Polyarteritis nodosa (PAN) is a very rare form of vasculitis involving predominantly medium-sized blood vessels. Inflammation of the blood vessels may cause segments of vessels to weaken and stretch, resulting in an aneurysm (weakening of the vessel wall). Inflammation of the vessel wall can also lead to thickening and subsequent partial blockage (stenosis) or complete blockage (occlusion) of the artery. These aneurysms and blockages can result in the surrounding tissues being deprived of an adequate blood supply. The disease commonly affects the intestines, kidneys, skin, and peripheral nervous system but can affect most parts of the body. As is true of other forms of vasculitis, how PAN affects the body differs widely from patient to patient.
Who gets polyarteritis nodosa?
People between the age of 40 years and 60 years are most often affected. Men may be affected more than women. In most cases, we do not know why people get PAN. Some cases of PAN occur in patients with chronic infection with the hepatitis B virus.
What causes polyarteritis nodosa?
PAN is thought to be an auto-immune disease for which there is no known cause in most cases. There is an important known association between infection with hepatitis B or hepatitis C viruses and development of PAN. However, only a small fraction of patients infected with these viruses develop PAN.
How is polyarteritis nodosa diagnosed?
The diagnosis of PAN is made by combining clinical features with the results of angiograms and tissue biopsies.
What is the treatment for polyarteritis nodosa?
Treatment of PAN almost always involves use of glucocorticoids in high doses that are slowly reduced over many months. Often an immunosuppressive drug such as cyclophosphamide, methotrexate, or azathioprine, is added to the glucocorticoid therapy. If diagnosed early, treatment can bring about early remission and prevent organ failure. Unfortunately, while remission is usually achieved, relapses do occur.
What are the chances that my newly diagnosed vasculitis will relapse?
Reported relapse rates in polyarteritis nodosa have ranged from 10-30%.
What is the difference between systemic polyarteritis nodosa (PAN) and cutaneous PAN?
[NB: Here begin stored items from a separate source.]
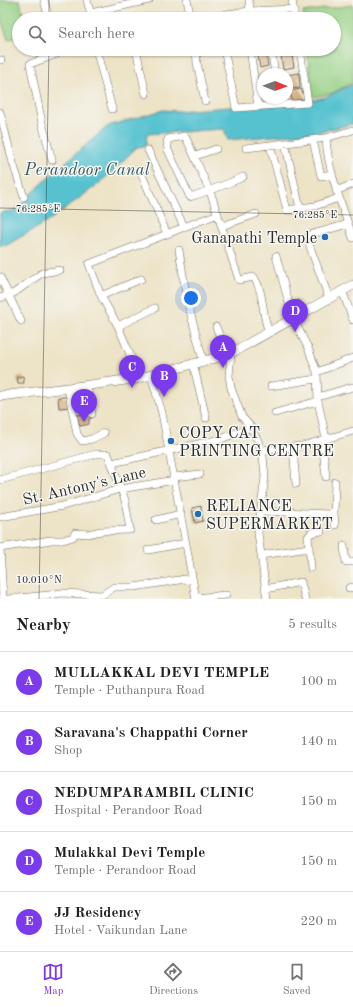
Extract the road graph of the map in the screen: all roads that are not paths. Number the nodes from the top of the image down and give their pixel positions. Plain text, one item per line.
1 (44, 0) edge
2 (87, 0) edge
3 (149, 0) edge
4 (188, 0) edge
5 (249, 0) edge
6 (292, 0) edge
7 (293, 9) junction
8 (250, 11) junction
9 (47, 12) edge
10 (90, 12) edge
11 (106, 12) edge
12 (190, 12) edge
13 (242, 12) edge
14 (294, 12) edge
15 (52, 56) edge
16 (98, 56) edge
17 (138, 56) edge
18 (196, 56) edge
19 (225, 56) edge
20 (251, 56) edge
21 (272, 56) edge
22 (301, 56) edge
23 (274, 68) edge
24 (146, 94) dead end
25 (205, 101) dead end
26 (293, 102) edge
27 (271, 104) edge
28 (258, 107) junction
29 (112, 109) dead end
30 (0, 112) edge
31 (353, 130) edge
32 (326, 138) junction
33 (313, 140) junction
34 (285, 143) junction
35 (270, 145) junction
36 (246, 148) dead end
37 (216, 149) dead end
38 (148, 150) dead end
39 (195, 156) junction
40 (52, 160) dead end
41 (140, 170) dead end
42 (332, 174) junction
43 (243, 177) dead end
44 (353, 184) edge
45 (209, 190) junction
46 (336, 191) junction
47 (24, 197) dead end
48 (339, 198) junction
49 (300, 208) junction
50 (218, 214) junction
51 (256, 214) dead end
52 (348, 224) junction
53 (222, 226) junction
54 (184, 227) junction
55 (167, 234) junction
56 (353, 238) edge
57 (179, 250) dead end
58 (276, 256) dead end
59 (60, 270) dead end
60 (0, 278) edge
61 (142, 278) dead end
62 (353, 285) edge
63 (342, 290) junction
64 (8, 295) junction
65 (101, 296) junction
66 (0, 298) edge
67 (329, 298) junction
68 (155, 308) dead end
69 (293, 318) junction
70 (353, 320) edge
71 (21, 321) dead end
72 (118, 326) junction
73 (216, 327) dead end
74 (269, 332) junction
75 (229, 354) junction
76 (353, 358) edge
77 (203, 360) junction
78 (193, 363) junction
79 (151, 375) junction
80 (316, 375) junction
81 (140, 378) junction
82 (87, 386) junction
83 (272, 386) dead end
84 (353, 387) edge
85 (68, 388) junction
86 (0, 396) edge
87 (318, 399) junction
88 (275, 413) dead end
89 (92, 414) dead end
90 (206, 418) dead end
91 (250, 427) junction
92 (104, 433) dead end
93 (352, 433) edge
94 (326, 439) junction
95 (293, 447) junction
96 (169, 450) junction
97 (262, 450) junction
98 (112, 463) junction
99 (200, 474) dead end
100 (326, 477) dead end
101 (174, 478) junction
102 (0, 480) edge
103 (335, 482) dead end
104 (296, 484) dead end
105 (120, 489) junction
106 (261, 511) junction
107 (334, 513) junction
108 (181, 514) junction
109 (0, 517) edge
110 (156, 520) dead end
111 (335, 525) dead end
112 (322, 531) dead end
113 (186, 543) junction
114 (344, 546) dead end
115 (0, 548) edge
116 (309, 548) junction
117 (148, 550) dead end
118 (261, 555) junction
119 (353, 562) edge
120 (311, 568) dead end
121 (192, 578) junction
122 (265, 589) junction
123 (226, 595) dead end
124 (78, 596) edge
125 (195, 598) edge
126 (3, 599) edge
127 (8, 599) edge
128 (267, 599) edge
129 (305, 599) edge

1 - 9 street
2 - 10 street
3 - 11 street
4 - 12 street
5 - 8 street
6 - 7 street
7 - 8 street
7 - 14 street
8 - 13 street
15 - 40 street
16 - 29 street
17 - 24 street
18 - 25 street
19 - 28 street
20 - 28 street
21 - 23 street
22 - 26 street
27 - 28 street
30 - 47 street
31 - 32 street
32 - 33 street
32 - 42 street
33 - 34 street
33 - 42 street
34 - 35 street
34 - 49 street
35 - 36 street
35 - 49 street
37 - 39 street
38 - 54 street
39 - 45 street
39 - 45 street
41 - 55 street
42 - 46 street
43 - 45 street
44 - 46 street
45 - 50 street
46 - 48 street
48 - 49 street
48 - 52 street
50 - 53 street
50 - 54 street
51 - 53 street
52 - 56 street
52 - 67 street
53 - 74 street
54 - 55 street
55 - 65 street
57 - 77 street
58 - 69 street
59 - 64 street
60 - 64 street
61 - 65 street
62 - 63 main road
63 - 67 main road
63 - 70 street
64 - 66 street
64 - 71 street
65 - 72 street
67 - 69 main road
68 - 72 street
69 - 74 main road
69 - 80 street
72 - 81 street
73 - 75 street
74 - 75 main road
75 - 77 main road
75 - 91 street
76 - 80 street
77 - 78 main road
78 - 79 main road
78 - 90 street
79 - 81 main road
79 - 96 street
80 - 83 street
80 - 87 street
81 - 82 main road
82 - 85 main road
82 - 89 street
84 - 87 street
85 - 86 main road
85 - 92 street
87 - 88 street
87 - 94 street
91 - 96 street
91 - 97 street
93 - 94 street
94 - 95 street
94 - 100 street
95 - 97 street
95 - 104 street
96 - 98 street
96 - 101 street
97 - 106 street
98 - 102 street
98 - 105 street
99 - 101 street, St. Antony's Lane
101 - 105 street, St. Antony's Lane
101 - 108 street
103 - 107 street
105 - 109 street, St. Antony's Lane
105 - 115 street
106 - 107 street
106 - 118 street
107 - 111 street
108 - 110 street
108 - 113 street
112 - 116 street
113 - 117 street
113 - 121 street
114 - 119 street
115 - 126 street
116 - 118 street
116 - 120 street
118 - 122 street
121 - 124 street
121 - 125 street
122 - 128 street
122 - 129 street
123 - 125 street
124 - 127 street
Polyarteritis nodosa (PAN) is a vasculitis affecting medium-sized blood vessel. In patients with "cutaneous polyarteritis nodosa", the findings of the disease are localized to the skin (purpura or subcutaneous nodules), but also sometimes the peripheral nerve(s) of the same limb (causing weakness and/or numbness). Patients with systemic polyarteritis nodosa have involvement of other organs, including the gastrointestinal tract, heart and/or kidney. The systemic form is therefore usually most severe and requires stronger treatment.